Give back exactly the lines of the entries below from the line with "ring mcp: (322, 147)" to the line with "thumb ip: (429, 163)", inclusive, and only those.

━━━━━━━━━━

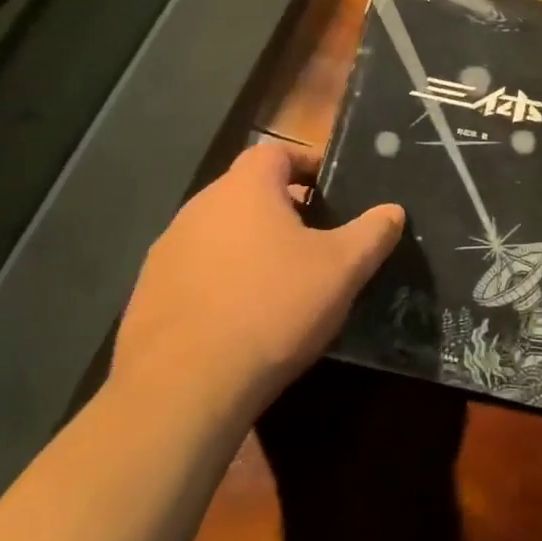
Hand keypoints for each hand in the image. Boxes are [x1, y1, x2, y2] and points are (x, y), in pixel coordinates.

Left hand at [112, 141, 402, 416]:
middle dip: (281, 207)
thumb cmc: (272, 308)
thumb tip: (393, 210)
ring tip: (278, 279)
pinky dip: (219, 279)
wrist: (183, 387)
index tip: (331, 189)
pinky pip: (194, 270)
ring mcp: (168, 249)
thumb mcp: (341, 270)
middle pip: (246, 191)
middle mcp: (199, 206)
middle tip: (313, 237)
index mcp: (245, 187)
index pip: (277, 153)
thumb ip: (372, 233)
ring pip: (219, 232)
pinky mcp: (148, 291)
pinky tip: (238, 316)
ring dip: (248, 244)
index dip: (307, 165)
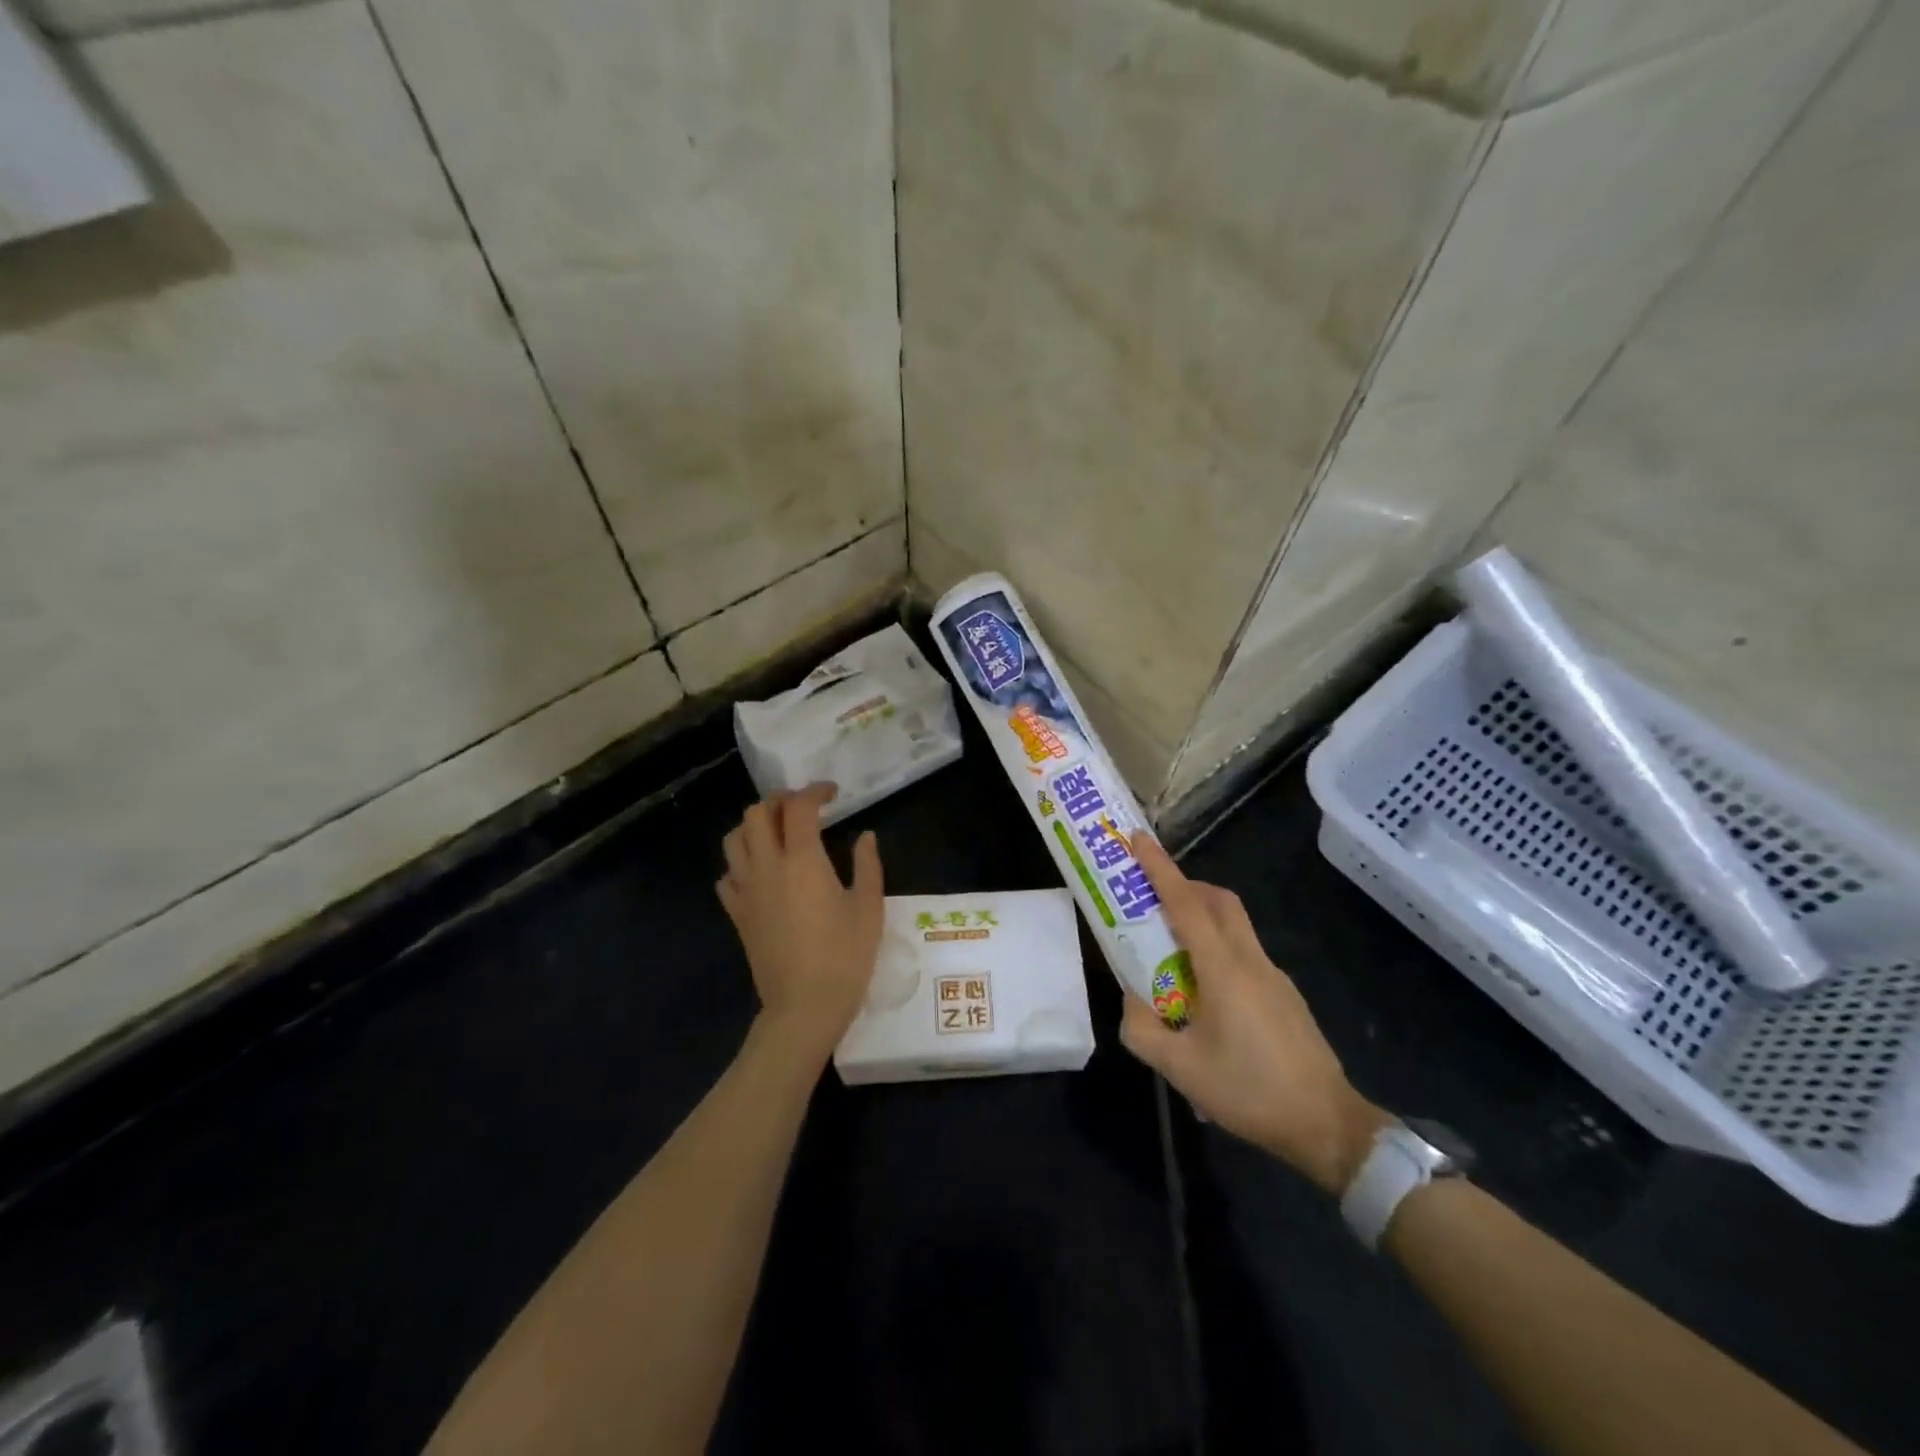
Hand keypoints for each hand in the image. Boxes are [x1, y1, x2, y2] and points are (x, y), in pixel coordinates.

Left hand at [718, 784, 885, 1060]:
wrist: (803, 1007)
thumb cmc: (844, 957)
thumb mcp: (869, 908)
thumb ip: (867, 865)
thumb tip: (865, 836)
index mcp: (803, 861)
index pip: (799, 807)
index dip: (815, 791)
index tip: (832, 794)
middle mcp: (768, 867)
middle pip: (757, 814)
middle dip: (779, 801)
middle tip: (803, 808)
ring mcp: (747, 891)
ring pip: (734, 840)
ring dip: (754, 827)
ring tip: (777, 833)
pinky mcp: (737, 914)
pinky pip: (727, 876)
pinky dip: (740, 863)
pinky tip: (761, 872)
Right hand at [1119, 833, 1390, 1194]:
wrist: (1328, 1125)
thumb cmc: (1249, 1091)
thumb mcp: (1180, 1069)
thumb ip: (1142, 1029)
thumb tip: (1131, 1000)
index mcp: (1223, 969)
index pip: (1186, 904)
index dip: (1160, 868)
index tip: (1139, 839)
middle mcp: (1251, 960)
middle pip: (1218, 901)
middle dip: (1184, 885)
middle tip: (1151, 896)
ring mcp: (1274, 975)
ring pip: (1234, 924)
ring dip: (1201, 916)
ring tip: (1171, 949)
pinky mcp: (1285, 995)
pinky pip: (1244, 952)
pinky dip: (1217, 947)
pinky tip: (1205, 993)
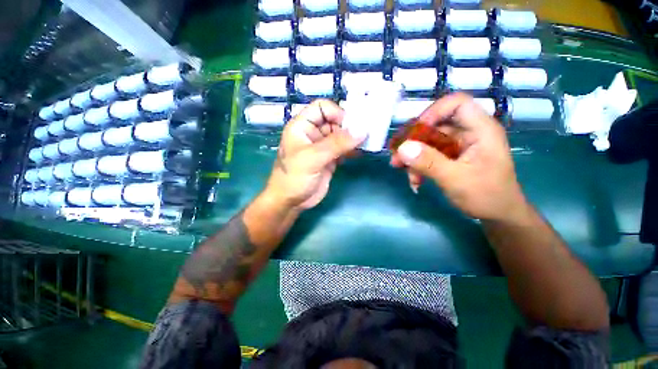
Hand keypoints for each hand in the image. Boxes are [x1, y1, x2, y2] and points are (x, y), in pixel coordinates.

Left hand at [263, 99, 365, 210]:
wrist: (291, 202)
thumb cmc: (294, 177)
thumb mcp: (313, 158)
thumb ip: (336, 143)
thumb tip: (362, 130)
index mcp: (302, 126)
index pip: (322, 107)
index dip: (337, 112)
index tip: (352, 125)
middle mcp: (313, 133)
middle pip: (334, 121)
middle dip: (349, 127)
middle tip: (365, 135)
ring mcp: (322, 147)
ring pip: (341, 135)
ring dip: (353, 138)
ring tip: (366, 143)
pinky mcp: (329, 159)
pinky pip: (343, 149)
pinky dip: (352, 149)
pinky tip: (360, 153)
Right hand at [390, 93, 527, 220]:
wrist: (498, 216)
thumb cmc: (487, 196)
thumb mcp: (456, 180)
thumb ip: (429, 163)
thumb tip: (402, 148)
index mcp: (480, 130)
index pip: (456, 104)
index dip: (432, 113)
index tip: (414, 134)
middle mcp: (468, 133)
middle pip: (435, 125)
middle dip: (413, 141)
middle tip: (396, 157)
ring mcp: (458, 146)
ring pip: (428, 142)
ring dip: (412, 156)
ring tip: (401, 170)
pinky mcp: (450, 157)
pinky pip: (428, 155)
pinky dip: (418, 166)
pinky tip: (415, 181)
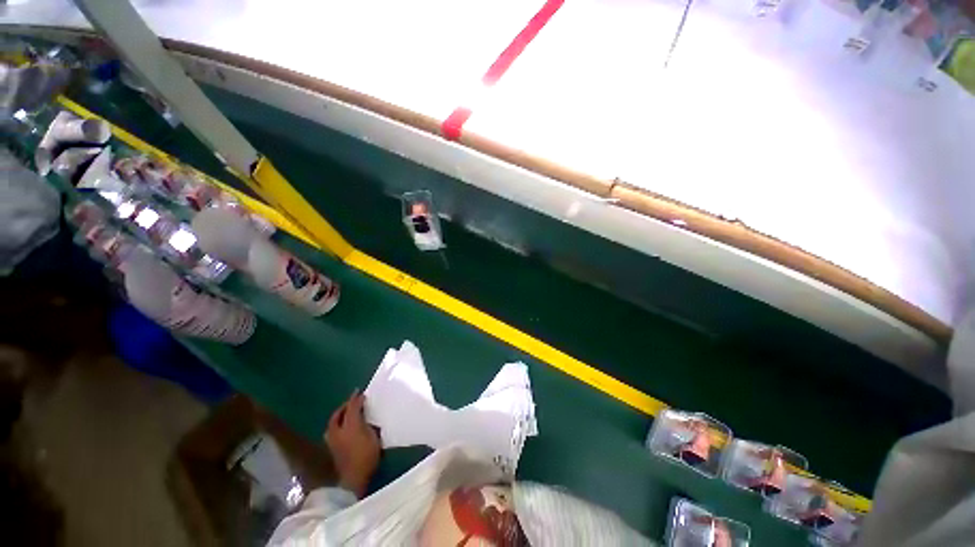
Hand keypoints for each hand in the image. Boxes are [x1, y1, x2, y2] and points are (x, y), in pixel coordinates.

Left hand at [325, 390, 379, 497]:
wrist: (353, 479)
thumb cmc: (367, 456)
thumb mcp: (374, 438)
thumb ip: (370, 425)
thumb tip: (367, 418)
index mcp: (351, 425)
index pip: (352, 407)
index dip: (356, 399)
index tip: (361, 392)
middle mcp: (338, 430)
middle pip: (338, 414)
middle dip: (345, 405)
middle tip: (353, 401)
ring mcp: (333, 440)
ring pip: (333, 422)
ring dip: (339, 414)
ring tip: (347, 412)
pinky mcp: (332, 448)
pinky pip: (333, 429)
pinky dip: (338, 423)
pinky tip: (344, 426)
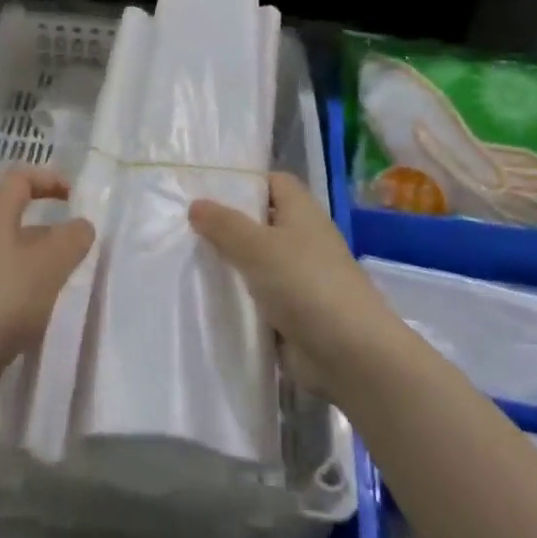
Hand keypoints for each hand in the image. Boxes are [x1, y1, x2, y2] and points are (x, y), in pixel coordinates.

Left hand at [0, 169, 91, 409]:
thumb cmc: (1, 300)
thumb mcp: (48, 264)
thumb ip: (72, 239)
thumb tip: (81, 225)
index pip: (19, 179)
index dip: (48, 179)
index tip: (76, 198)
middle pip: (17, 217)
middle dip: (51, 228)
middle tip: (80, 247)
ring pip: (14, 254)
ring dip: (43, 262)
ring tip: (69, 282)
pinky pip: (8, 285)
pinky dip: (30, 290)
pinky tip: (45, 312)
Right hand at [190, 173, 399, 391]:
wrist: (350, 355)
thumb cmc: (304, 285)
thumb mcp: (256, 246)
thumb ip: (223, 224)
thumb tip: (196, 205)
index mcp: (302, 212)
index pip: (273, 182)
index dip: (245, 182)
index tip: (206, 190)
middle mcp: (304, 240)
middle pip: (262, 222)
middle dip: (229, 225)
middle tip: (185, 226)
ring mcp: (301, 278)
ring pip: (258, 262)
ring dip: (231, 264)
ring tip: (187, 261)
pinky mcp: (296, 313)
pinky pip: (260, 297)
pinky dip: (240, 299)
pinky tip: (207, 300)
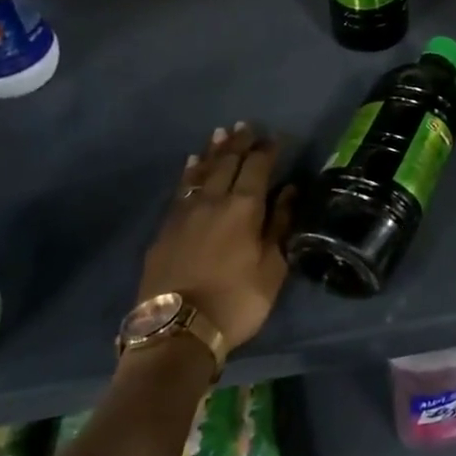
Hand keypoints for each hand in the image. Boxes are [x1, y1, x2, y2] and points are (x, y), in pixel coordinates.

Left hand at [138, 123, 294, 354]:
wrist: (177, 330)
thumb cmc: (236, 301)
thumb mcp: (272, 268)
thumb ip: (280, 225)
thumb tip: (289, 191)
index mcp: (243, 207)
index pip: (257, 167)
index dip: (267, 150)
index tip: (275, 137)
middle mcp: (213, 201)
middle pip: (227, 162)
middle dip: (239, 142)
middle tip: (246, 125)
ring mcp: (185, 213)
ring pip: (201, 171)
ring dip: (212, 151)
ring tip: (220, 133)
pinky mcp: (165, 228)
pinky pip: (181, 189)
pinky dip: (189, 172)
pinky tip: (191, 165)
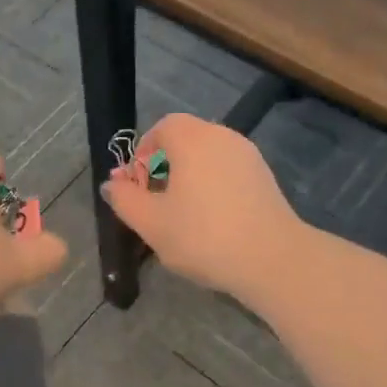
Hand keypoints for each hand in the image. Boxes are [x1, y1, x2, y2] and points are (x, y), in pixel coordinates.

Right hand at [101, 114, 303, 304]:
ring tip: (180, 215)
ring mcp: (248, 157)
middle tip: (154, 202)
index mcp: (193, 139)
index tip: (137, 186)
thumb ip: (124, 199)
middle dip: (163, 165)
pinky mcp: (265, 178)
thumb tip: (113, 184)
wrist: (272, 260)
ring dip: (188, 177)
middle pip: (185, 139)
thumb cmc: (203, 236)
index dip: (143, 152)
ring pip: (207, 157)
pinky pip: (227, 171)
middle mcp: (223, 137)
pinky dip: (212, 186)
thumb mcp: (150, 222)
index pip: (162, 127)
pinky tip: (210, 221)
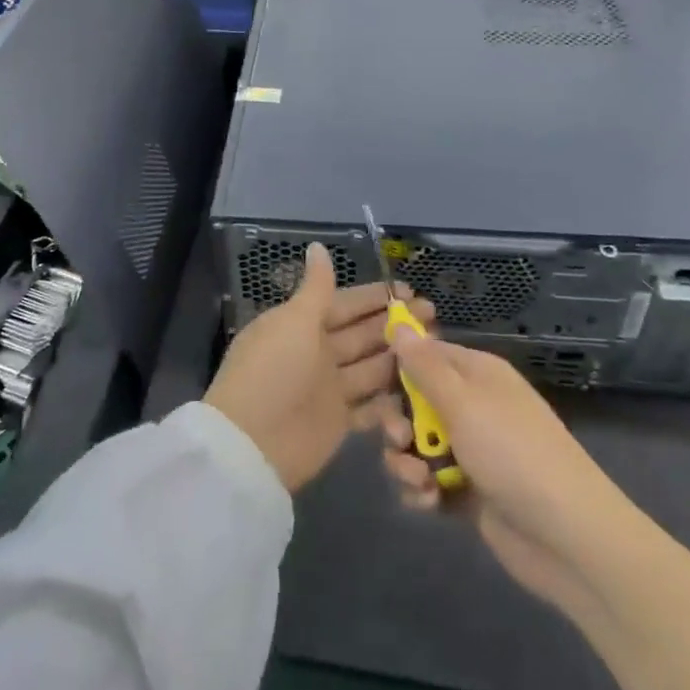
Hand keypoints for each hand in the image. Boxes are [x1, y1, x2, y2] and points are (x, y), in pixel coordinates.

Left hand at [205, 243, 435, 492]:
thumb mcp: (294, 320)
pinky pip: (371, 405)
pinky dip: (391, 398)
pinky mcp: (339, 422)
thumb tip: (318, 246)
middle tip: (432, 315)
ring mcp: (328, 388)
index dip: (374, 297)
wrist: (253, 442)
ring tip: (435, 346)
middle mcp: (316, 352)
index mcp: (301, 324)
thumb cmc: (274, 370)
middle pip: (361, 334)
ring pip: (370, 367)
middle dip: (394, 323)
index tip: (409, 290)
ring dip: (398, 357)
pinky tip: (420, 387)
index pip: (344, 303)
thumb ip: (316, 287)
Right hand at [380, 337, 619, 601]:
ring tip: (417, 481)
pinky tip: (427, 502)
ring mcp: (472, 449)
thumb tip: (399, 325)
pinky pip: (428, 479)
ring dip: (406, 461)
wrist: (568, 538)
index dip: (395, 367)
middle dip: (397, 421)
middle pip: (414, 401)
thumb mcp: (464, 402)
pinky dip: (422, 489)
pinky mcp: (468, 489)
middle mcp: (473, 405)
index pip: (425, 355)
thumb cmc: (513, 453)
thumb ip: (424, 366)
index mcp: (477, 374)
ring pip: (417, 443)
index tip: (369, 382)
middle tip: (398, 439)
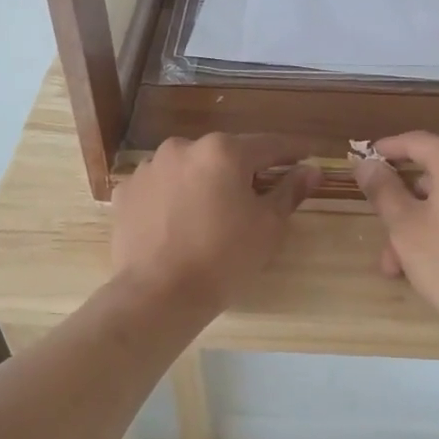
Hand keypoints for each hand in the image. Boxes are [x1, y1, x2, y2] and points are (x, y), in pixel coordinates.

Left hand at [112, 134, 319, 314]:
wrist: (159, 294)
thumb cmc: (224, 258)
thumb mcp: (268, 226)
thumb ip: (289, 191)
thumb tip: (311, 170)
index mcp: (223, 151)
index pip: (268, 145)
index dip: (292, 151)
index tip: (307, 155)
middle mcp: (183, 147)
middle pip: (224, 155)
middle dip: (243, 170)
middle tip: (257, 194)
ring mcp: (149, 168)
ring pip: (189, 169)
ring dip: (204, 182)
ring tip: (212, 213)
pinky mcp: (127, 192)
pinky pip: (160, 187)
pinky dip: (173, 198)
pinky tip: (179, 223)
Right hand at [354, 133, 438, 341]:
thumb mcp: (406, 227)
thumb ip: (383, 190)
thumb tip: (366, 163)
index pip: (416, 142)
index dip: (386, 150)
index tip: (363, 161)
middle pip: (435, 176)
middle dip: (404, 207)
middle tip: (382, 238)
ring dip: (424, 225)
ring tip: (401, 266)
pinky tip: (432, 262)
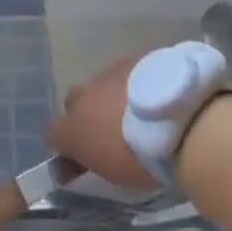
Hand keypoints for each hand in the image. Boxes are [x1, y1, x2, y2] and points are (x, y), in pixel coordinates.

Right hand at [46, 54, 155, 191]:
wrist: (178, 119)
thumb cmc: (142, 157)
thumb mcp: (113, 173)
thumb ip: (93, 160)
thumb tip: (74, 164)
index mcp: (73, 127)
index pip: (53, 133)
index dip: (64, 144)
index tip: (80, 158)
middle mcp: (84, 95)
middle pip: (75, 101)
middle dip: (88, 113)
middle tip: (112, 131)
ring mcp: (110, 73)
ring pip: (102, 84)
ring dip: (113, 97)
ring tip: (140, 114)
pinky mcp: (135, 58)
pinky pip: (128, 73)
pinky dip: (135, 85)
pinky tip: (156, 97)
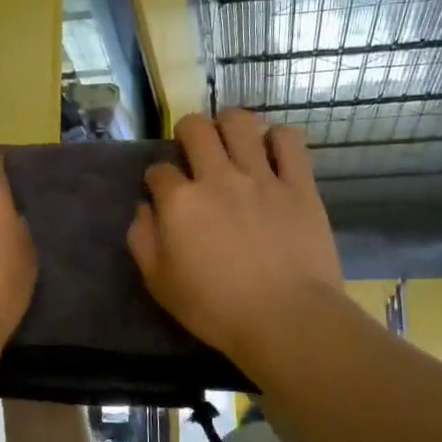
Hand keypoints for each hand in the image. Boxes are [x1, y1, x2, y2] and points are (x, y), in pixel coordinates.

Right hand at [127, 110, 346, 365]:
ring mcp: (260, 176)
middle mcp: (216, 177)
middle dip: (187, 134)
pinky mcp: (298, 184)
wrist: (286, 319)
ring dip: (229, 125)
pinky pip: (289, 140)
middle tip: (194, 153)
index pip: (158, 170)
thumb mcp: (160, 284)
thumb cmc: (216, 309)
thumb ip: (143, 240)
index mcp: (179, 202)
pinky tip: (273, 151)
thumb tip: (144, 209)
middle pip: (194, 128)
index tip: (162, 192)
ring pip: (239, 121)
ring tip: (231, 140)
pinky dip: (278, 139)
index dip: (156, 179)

━━━━━━━━━━

# Output for this task:
ring mcp: (322, 147)
ring pip: (341, 135)
ring dip: (353, 138)
ring tip: (366, 143)
pinky mcp: (329, 159)
pinky pip: (343, 149)
pinky dip: (352, 149)
pinky tip: (360, 153)
Right hand at [390, 93, 527, 220]:
wrist: (498, 216)
thumb cmc: (487, 196)
thumb mcp: (456, 180)
thumb ip: (429, 163)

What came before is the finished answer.